SUPPLIED INFORMATION below:

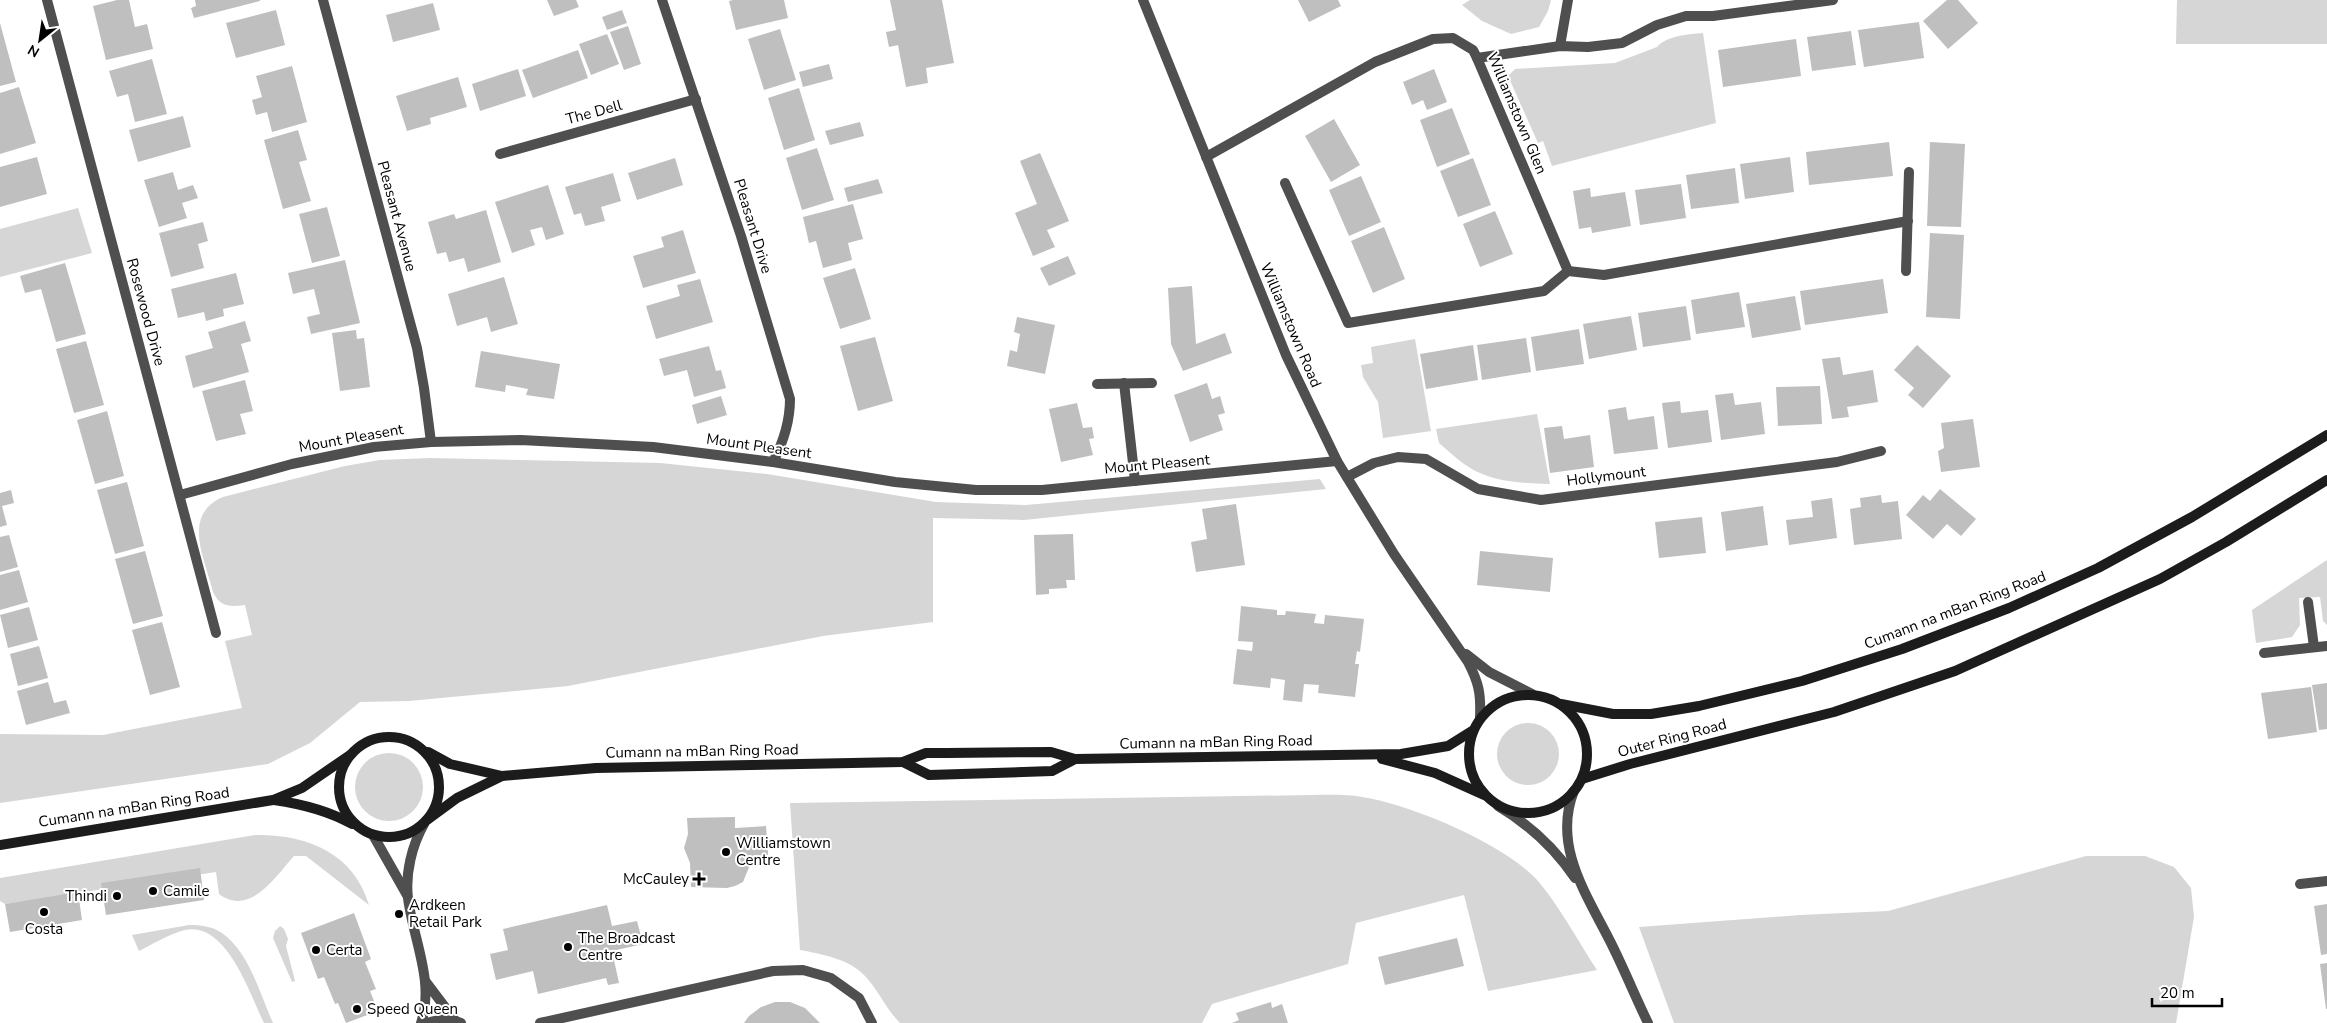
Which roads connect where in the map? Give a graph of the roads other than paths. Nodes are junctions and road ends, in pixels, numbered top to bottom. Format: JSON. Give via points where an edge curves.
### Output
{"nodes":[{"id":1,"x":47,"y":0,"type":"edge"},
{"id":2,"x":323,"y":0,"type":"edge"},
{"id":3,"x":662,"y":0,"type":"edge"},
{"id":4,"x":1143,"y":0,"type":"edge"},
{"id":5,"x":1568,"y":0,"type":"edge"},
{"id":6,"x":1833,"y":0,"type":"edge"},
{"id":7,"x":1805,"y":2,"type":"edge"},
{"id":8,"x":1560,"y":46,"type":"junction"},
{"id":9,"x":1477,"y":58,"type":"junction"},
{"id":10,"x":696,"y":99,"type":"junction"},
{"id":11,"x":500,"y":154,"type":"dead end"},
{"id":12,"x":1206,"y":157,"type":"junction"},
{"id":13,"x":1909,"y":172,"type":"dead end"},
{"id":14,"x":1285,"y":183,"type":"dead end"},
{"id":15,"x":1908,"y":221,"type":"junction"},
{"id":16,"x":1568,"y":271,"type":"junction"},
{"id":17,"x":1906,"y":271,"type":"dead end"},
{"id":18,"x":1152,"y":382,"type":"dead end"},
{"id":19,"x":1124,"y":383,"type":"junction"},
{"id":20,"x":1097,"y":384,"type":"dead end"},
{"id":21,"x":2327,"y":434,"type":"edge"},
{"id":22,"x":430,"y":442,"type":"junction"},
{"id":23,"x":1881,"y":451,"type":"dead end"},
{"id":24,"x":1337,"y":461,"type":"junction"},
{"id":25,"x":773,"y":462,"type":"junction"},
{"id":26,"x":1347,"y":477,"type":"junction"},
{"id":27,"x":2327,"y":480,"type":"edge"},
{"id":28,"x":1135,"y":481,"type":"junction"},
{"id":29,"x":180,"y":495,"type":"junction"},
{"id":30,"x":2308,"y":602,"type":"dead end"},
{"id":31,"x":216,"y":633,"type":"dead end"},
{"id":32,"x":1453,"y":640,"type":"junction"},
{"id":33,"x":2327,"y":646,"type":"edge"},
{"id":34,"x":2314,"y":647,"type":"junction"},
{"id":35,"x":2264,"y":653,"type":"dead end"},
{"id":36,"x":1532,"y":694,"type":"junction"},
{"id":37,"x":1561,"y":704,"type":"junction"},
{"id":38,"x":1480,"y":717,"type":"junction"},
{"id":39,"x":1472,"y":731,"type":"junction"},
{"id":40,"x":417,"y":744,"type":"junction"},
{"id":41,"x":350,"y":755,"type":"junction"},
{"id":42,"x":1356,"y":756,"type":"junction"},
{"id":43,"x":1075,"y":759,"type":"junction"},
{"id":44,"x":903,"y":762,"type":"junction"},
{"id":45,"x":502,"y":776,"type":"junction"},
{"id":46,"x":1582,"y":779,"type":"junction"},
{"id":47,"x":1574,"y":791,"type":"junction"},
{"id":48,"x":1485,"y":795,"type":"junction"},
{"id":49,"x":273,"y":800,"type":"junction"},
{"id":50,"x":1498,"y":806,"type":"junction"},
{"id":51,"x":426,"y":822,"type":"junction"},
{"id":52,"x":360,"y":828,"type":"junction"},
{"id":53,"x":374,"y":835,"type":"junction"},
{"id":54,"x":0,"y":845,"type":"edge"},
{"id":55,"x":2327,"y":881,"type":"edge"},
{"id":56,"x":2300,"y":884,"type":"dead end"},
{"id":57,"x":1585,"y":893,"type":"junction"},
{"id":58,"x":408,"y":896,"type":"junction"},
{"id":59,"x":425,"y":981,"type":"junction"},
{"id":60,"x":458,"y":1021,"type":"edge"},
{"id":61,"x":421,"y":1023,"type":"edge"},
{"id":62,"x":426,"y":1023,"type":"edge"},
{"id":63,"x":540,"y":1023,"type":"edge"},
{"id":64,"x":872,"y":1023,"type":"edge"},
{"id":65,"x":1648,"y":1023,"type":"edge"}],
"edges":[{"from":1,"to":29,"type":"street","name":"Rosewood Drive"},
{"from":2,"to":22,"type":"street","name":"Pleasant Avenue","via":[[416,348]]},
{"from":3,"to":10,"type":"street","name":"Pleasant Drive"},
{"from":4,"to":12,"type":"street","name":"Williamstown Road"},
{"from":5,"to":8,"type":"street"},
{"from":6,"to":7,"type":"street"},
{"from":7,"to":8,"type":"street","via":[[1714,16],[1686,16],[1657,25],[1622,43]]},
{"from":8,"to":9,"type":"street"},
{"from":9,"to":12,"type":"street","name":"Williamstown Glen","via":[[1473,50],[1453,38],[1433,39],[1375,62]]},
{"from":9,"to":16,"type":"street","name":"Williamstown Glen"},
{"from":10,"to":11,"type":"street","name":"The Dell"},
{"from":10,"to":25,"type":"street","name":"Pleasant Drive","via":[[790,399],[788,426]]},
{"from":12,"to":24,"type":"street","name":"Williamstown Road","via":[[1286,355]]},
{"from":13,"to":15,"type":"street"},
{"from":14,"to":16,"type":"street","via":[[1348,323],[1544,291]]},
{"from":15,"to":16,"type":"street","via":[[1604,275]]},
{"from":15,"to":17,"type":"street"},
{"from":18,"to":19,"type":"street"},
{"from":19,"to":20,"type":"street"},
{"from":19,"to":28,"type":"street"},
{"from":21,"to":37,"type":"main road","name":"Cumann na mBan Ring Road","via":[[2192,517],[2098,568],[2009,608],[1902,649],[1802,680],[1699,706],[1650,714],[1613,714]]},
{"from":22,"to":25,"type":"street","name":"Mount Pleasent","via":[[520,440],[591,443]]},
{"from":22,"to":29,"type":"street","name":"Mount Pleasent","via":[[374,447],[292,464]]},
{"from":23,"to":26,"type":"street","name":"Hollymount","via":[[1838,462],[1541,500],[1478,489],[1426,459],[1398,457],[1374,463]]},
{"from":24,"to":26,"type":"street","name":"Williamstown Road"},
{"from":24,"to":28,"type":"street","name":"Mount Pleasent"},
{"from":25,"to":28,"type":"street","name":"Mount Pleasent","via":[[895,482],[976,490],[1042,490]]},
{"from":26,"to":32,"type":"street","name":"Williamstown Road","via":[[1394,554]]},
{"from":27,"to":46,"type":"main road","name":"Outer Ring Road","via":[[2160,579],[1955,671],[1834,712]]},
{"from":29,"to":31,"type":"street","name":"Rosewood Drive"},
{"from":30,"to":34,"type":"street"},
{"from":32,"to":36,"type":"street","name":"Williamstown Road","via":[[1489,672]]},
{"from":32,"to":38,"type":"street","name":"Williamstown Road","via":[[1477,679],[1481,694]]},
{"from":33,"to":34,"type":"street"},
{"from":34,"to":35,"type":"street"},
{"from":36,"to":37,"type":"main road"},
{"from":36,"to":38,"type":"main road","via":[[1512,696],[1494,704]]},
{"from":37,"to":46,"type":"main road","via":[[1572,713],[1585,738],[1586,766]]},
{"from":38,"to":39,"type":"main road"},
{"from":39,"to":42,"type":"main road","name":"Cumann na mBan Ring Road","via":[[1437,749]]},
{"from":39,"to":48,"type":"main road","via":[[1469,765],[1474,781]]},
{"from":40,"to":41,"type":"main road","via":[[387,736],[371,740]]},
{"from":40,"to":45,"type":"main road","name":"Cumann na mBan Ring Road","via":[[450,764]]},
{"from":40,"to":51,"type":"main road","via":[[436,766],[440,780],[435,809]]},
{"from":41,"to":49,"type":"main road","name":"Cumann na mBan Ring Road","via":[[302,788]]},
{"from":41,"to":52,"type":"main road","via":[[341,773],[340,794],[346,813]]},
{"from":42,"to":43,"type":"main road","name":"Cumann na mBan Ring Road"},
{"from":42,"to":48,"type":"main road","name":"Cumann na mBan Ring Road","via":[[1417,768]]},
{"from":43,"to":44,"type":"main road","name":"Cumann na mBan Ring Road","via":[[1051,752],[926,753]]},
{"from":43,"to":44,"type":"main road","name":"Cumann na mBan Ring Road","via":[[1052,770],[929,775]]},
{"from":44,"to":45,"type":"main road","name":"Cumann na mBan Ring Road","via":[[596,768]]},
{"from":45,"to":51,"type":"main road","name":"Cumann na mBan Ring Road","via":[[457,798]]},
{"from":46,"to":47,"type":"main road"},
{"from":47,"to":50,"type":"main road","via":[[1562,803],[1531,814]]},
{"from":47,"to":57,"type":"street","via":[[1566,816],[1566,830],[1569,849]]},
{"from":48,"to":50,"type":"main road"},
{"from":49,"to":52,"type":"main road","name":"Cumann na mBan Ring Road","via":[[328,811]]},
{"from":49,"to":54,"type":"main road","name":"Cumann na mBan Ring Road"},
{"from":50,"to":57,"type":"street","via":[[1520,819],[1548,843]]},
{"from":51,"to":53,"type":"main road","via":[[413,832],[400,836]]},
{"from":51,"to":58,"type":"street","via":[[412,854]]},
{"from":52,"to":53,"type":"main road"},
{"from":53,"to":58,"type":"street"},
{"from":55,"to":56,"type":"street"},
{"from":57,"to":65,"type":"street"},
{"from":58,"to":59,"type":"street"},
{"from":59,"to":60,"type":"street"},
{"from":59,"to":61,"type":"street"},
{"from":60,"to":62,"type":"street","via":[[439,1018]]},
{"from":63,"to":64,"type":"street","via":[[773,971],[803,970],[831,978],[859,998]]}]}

End of SUPPLIED INFORMATION.

WORK INSTRUCTION.
Every line that holds the string "Pleasant" must be copied from the records above.

ANSWER TO THIS PROBLEM.
{"from":2,"to":22,"type":"street","name":"Pleasant Avenue","via":[[416,348]]},
{"from":3,"to":10,"type":"street","name":"Pleasant Drive"},
{"from":10,"to":25,"type":"street","name":"Pleasant Drive","via":[[790,399],[788,426]]},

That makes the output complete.